In the last week I gave my students two different kinds of problems to solve. One involved a complicated picture where the students had to use various ways to find the measure of angles that allowed them to calculate other angles, and so on until they found the measure of about 10 different angles:
The students engaged immediately, and continued working until they found the answer. At first a number of them were confused about how to find the measure of the angles in the pentagon and hexagon, but they looked through their notes and found things to help them. Not all of them found the correct answers, but there was a lot of thinking going on.
Yesterday I gave the students a different kind of problem:
The students shut down. Why? I think the answer is feedback.

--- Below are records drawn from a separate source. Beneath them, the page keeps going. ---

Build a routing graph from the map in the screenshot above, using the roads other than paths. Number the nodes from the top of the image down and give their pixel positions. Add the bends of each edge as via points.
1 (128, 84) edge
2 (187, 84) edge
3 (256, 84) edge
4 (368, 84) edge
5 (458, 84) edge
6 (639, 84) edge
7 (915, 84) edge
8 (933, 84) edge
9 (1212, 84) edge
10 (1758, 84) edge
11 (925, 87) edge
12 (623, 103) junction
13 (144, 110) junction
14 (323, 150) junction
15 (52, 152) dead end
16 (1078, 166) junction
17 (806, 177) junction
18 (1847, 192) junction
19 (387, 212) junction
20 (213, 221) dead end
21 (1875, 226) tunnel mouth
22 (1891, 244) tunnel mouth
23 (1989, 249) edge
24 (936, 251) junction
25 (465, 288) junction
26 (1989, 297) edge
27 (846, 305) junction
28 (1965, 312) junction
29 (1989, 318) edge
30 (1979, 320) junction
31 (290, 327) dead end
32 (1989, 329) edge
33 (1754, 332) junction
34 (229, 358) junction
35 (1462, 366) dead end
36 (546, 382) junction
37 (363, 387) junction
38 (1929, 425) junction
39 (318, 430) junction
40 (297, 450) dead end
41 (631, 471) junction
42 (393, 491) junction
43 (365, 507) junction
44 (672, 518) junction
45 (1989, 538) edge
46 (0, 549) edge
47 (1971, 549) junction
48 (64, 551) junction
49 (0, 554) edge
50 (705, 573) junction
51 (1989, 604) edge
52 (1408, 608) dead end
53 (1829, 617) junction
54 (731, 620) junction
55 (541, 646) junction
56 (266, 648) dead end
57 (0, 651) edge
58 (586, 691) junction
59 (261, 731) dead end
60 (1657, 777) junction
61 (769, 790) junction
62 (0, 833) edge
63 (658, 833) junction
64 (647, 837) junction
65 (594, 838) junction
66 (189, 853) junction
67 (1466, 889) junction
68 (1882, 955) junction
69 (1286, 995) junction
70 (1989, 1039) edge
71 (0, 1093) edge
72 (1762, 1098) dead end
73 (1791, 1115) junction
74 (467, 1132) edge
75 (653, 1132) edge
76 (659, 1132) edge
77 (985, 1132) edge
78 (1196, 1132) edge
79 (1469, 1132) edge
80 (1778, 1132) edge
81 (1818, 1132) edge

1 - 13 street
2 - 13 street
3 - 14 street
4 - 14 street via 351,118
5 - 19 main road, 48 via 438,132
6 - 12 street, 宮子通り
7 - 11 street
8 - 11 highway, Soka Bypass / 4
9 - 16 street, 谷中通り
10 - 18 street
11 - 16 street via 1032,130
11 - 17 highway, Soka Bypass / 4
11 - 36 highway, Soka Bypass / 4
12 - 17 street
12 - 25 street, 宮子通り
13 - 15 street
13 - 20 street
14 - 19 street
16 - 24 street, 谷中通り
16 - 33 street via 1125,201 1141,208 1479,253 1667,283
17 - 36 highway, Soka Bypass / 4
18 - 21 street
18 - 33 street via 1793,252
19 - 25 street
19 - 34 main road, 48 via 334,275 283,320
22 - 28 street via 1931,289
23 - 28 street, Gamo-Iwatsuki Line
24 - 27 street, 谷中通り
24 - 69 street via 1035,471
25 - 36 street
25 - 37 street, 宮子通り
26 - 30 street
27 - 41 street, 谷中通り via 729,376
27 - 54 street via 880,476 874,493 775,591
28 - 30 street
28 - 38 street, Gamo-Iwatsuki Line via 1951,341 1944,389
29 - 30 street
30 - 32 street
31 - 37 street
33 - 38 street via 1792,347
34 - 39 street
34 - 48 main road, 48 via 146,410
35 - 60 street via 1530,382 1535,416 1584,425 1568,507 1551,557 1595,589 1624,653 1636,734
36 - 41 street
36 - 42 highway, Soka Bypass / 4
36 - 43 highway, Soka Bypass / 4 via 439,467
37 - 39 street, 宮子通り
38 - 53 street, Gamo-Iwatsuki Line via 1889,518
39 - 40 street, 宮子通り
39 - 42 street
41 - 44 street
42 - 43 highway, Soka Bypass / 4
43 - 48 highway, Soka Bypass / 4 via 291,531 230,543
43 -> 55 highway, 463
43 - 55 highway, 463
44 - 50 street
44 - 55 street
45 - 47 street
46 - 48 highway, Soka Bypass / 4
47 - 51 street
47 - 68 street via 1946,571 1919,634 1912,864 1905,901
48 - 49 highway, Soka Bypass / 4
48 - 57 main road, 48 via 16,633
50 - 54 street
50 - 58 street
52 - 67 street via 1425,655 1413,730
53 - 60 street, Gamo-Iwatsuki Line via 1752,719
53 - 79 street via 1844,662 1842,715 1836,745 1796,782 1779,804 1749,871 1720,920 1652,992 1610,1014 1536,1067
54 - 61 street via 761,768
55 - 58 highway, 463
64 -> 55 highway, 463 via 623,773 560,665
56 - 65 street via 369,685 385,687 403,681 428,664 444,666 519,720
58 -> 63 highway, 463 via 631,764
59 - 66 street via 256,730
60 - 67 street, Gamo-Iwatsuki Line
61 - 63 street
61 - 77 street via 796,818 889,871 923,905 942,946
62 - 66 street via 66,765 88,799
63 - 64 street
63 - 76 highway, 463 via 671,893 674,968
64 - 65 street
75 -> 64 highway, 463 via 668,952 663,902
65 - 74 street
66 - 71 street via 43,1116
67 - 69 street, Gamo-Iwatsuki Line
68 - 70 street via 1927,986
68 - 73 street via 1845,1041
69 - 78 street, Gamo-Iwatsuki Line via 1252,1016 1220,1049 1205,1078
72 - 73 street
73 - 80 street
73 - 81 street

When asked to prove something, the students can't really identify when they have the "right" answer. regarding a different problem, a student came up afterwards and said, "if it isn't true then the shape can't be a parallelogram, so it must be true." Of course, this is how we proceed to construct a proof by contradiction, so I told him his intuition was good. But he didn't quite understand that there was anything else to prove after making that statement. The conclusion was more obvious to him than the theorems I wanted him to use: alternate interior angles, side-angle-side, etc.
In the first problem, they have a situation where they don't know a piece of information and they try to find it. In the latter problem, they take a piece of information that seems obvious to them and are asked to "prove" it using things that are much less obvious.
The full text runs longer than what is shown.